エンジンルームや室内の写真が無かったのでネットから拾ってきた写真ですが、私のGTV6もこんな程度のヤレ具合でした。
アルフェッタGTV6は、ジウジアーロデザインの流麗なクーペボディーを架装したアルフェッタGTの1.8Lあるいは2Lエンジンを、アルファ6(セイ)セダンでデビューした2.5L V6 150馬力エンジンに強化したもので、V6エンジンのエアチャンバーをクリアするためにボンネットにパワーバルジが付けられています。

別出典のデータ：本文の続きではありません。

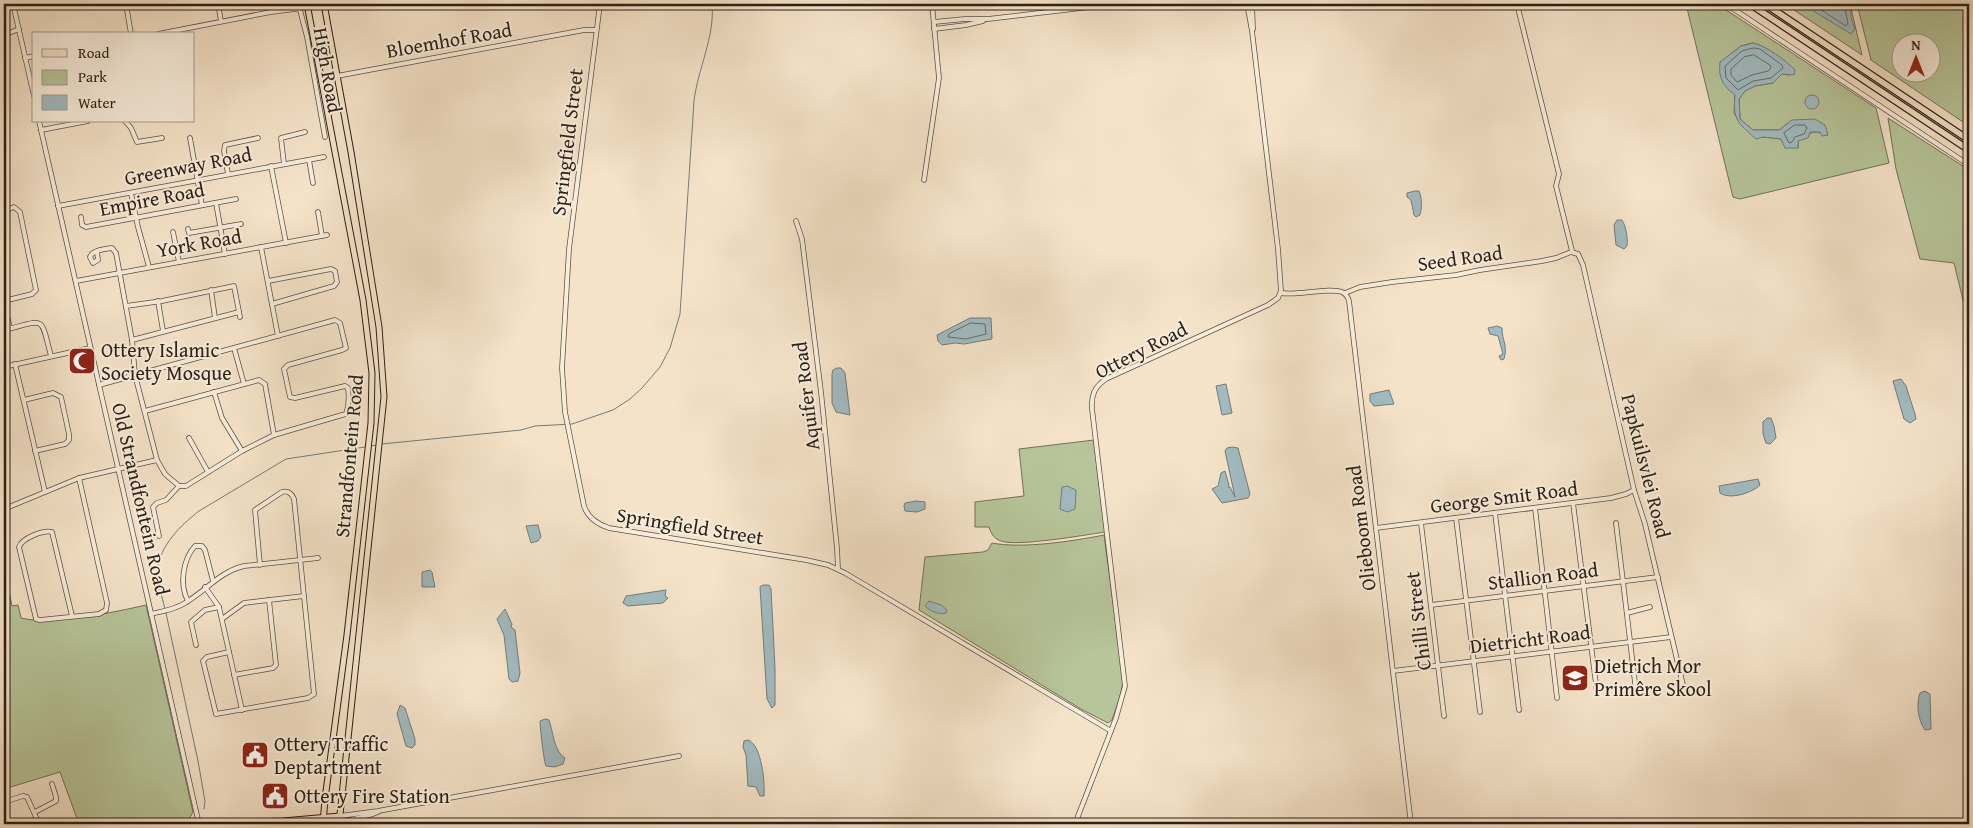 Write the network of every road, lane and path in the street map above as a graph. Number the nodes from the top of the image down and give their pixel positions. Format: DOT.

このV6エンジンが、それ以降156まで連綿と使い続けられたあの名器です。
アルフェッタシリーズは、50:50の重量配分を得るためにギアボックスとクラッチをデフの直前に配置したトランスアクスル、往年のグランプリカー譲りのドディオンアクスルリアサスペンション、バネ下重量軽減の為のインボードディスクブレーキ等々、先進的なシャーシー設計の車で、そのシャーシーは75やSZまで改良されて使い続けられたものです。但し、その当時はアルファの品質がどん底の時代で、しかも使用した鋼板の質が悪く防錆処理もいい加減だったのですぐ錆びるという大きな欠陥もあり、設計に製造品質が追いついていないというか、「イタ車はすぐ壊れる、腐る」という今でも多くの人が信じている悪評の原因になった時代の車でもあります。
写真ではきれいそうに見えますが、私の車もサイドシルのあたりには錆で塗装が浮いている所があり、見ないようにしていました(笑)。

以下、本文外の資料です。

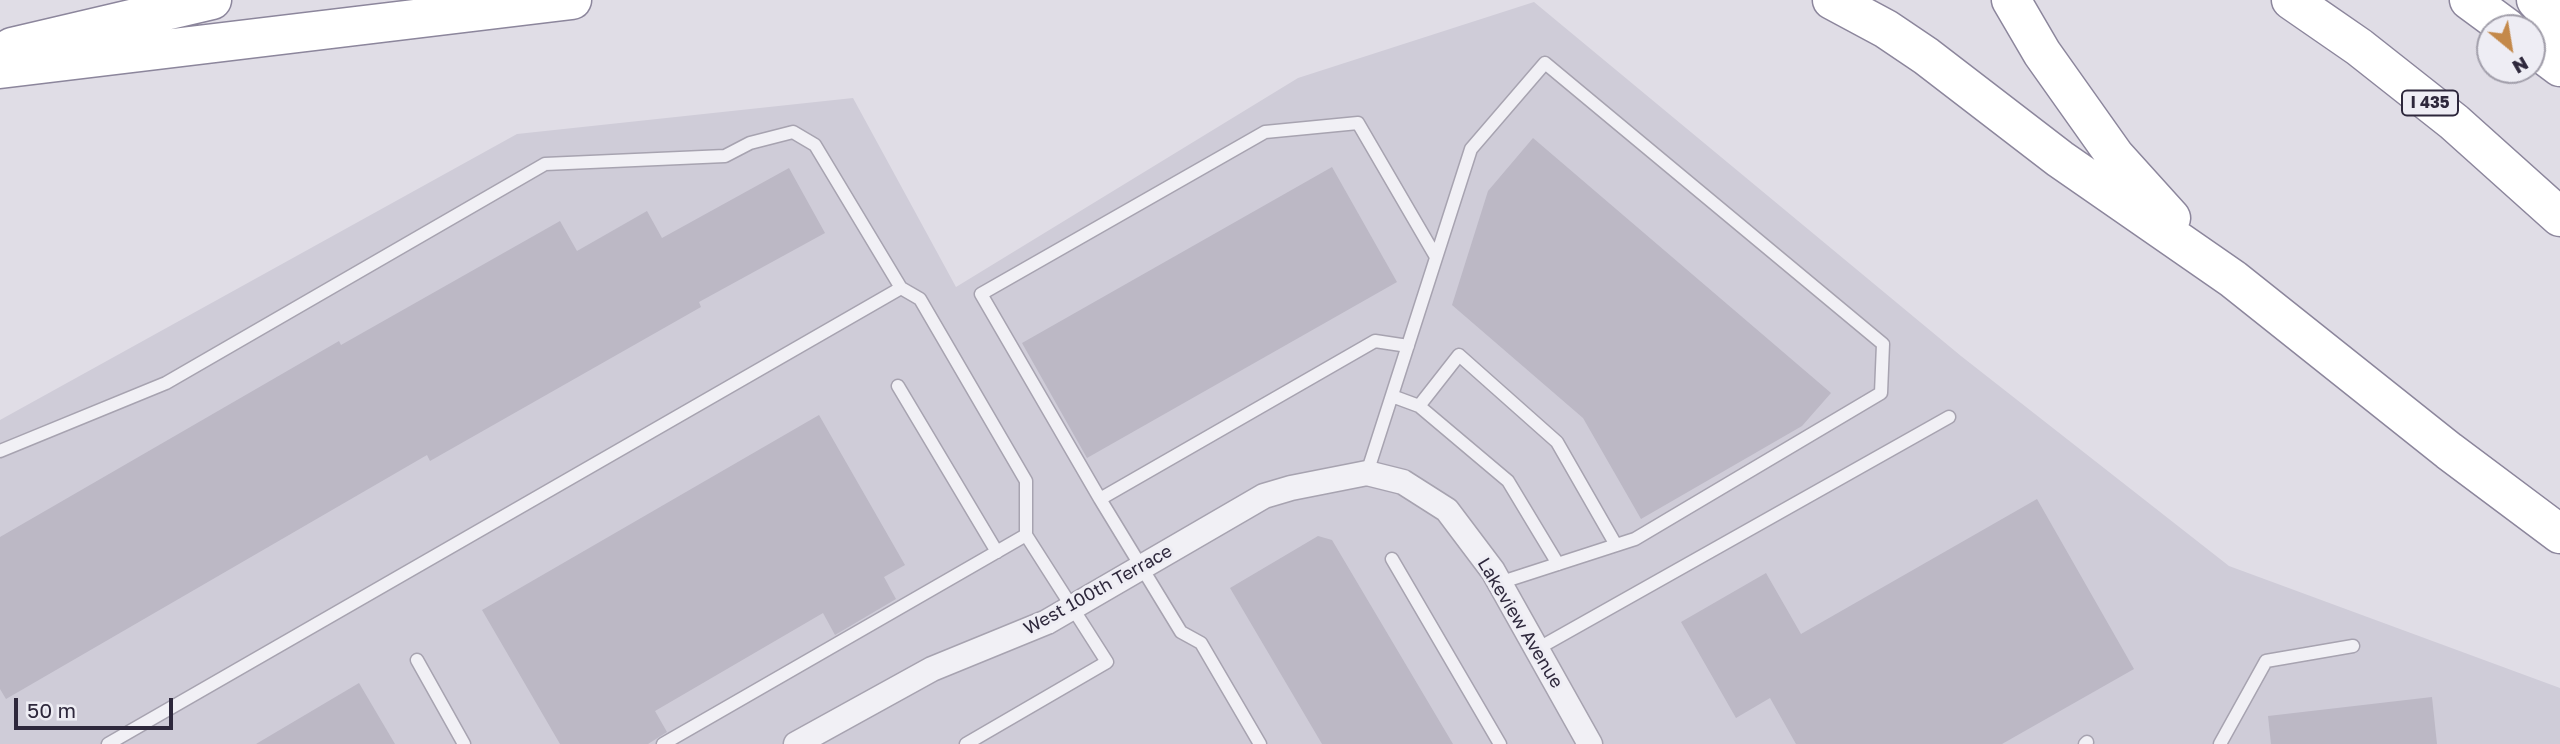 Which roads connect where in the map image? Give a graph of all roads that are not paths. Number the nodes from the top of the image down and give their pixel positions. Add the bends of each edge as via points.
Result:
1 (212, 0) edge
2 (572, 0) edge
3 (1832, 0) edge
4 (2011, 0) edge
5 (2291, 0) edge
6 (2469, 0) edge
7 (2536, 0) edge
8 (2488, 14) edge
9 (2560, 26) edge
10 (0, 50) edge
11 (0, 69) edge
12 (2560, 217) edge
13 (1436, 257) junction
14 (2233, 279) junction
15 (901, 288) junction
16 (1408, 346) junction
17 (898, 386) dead end
18 (1392, 396) junction
19 (1419, 406) junction
20 (1949, 417) dead end
21 (0, 451) edge
22 (1367, 473) junction
23 (1100, 499) junction
24 (2560, 534) edge
25 (1026, 535) junction
26 (1616, 545) junction
27 (997, 552) junction
28 (1392, 559) dead end
29 (1558, 564) junction
30 (1141, 568) junction
31 (1499, 583) junction
32 (1074, 607) junction
33 (2353, 646) dead end
34 (1537, 649) junction
35 (417, 660) dead end
36 (131, 731) junction
37 (1587, 743) edge
38 (108, 744) edge
39 (139, 744) edge
40 (464, 744) edge
41 (663, 744) edge
42 (796, 744) edge
43 (966, 744) edge
44 (1260, 744) edge
45 (1500, 744) edge
46 (2220, 744) edge

1 - 10 highway
2 - 11 highway
3 - 14 highway via 1926,56 2060,159
4 - 14 highway via 2042,54 2115,156
5 - 12 highway, I 435 via 2454,122
6 - 8 highway
7 - 9 highway
13 - 16 lane
13 - 23 lane via 1358,123 1265,132 981,294
13 - 26 lane via 1471,149 1545,63 1883,344 1881,393 1635,539
14 - 24 highway
15 - 21 lane via 815,145 793,132 750,143 725,156 545,164 166,383
15 - 25 lane via 920,299 1026,481
15 - 36 lane
16 - 18 lane
16 - 23 lane via 1375,341
17 - 27 lane
18 - 19 lane
18 - 22 lane
19 - 26 lane via 1459,355 1557,442
19 - 29 lane via 1508,481
20 - 34 lane
22 - 30 street, West 100th Terrace via 1264,496
22 - 31 street, Lakeview Avenue via 1403,482 1447,510
23 - 30 lane
25 - 27 lane
25 - 32 lane
26 - 29 lane
27 - 41 lane
28 - 45 lane
29 - 31 lane
30 - 32 street, West 100th Terrace
30 - 44 lane via 1181,632 1201,643
31 - 34 street, Lakeview Avenue
32 - 42 street, West 100th Terrace via 932,669
32 - 43 lane via 1107,662
33 - 46 lane via 2266,661
34 - 37 street, Lakeview Avenue
35 - 40 lane
36 - 38 lane
36 - 39 lane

またアルフェッタシリーズには、シフト操作を長いロッドを使ってリアにあるギアボックスまで延々と伝えるという構造上の問題からか、シフトフィーリングがグニョグニョで不確実という欠陥もありましたが、私の車はそれに加えて1、2速のシンクロがへたっていたので1、2速間の変速はダブルクラッチが必須でした。
またノンパワーのステアリングが超重ステだったので、MTを苦にしない私の奥さんもこの車だけは運転できませんでした。
どん底品質の時代のアルファだけあって、イタ車の洗礼も色々受けましたが、記憶に残っているだけでも一年半で3回も路上で立ち往生を経験しました。
① 駐車場に入れようとしたら、メイン電源ケーブルが断線して(そんなものが普通切れるか?)全ての電気がアウトになり立ち往生。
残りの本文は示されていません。